Joyner v. Christon et al
Filing
35
MEMORANDUM DECISION AND ORDER Defendant's Motion for Summary Judgment (Dkt. 23 ) is GRANTED. Plaintiff's Motion for Discovery (Dkt. 31 ) is DENIED. Plaintiff's "Motion for and or Stipulation for Alternative Dispute Resolution (ADR)" (Dkt. 32 ) is DEEMED MOOT. Signed by Judge B. Lynn Winmill. (caused to be mailed to non Registered Participants at the addresses listed on the Notice of Electronic Filing (NEF) by (jp)
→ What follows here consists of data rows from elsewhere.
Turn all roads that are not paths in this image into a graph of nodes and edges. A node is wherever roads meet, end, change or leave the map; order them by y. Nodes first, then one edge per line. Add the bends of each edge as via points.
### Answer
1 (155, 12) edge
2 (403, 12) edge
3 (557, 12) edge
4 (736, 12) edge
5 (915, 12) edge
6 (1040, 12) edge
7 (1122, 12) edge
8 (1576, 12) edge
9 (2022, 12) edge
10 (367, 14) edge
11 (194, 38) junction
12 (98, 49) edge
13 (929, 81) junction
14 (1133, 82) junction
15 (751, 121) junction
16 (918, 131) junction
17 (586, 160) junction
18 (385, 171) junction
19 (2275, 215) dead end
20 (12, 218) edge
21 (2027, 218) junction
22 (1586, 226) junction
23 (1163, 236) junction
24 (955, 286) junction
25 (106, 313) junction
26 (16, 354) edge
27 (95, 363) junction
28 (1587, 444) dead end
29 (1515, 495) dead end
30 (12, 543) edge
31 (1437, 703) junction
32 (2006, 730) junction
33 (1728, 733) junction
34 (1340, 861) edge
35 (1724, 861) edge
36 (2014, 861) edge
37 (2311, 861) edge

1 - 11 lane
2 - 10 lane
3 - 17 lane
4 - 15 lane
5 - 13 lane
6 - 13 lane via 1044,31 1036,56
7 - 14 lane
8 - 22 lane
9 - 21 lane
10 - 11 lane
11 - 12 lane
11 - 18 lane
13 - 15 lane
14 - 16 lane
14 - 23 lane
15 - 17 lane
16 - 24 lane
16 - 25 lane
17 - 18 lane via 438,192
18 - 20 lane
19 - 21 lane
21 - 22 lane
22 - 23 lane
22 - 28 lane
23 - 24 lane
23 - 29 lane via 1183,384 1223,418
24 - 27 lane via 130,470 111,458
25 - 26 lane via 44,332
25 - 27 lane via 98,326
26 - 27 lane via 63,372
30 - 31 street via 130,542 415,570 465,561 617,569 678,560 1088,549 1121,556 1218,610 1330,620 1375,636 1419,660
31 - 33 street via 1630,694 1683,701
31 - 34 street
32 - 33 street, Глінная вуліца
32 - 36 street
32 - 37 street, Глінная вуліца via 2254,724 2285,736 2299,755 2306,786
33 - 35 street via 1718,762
UNITED STATES DISTRICT COURT
FOR THE DISTRICT OF IDAHO
MIGUEL CHARLES JOYNER,
Case No. 1:15-cv-00472-BLW
Plaintiff,
MEMORANDUM DECISION AND
ORDER
v.
SGT. B. CHRISTON, TERRIE
ROSENTHAL, CLINTON E. BLAKE,
JESSE HALL, SGT. MELODEE
ARMFIELD, RANDY BLADES and
IDAHO DEPARTMENT OF
CORRECTION,
Defendants.
INTRODUCTION
Before the Court is Defendants Terrie Rosenthal, Clinton Blake, and Randy
Blades’ Motion for Summary Judgment (Dkt. 23). For the reasons explained below, the
Court will grant the motion.
FACTS
Plaintiff Miguel Joyner is an inmate in the custody of Idaho Department of
Corrections. On December 1, 2013, another inmate reported that he had been assaulted by
the only two black inmates on the tier at the time – Joyner and Spellmeyer. Joyner says
he was involved in the altercation but denies being an aggressor; he says he simply
attempted to stop Spellmeyer from attacking the victim.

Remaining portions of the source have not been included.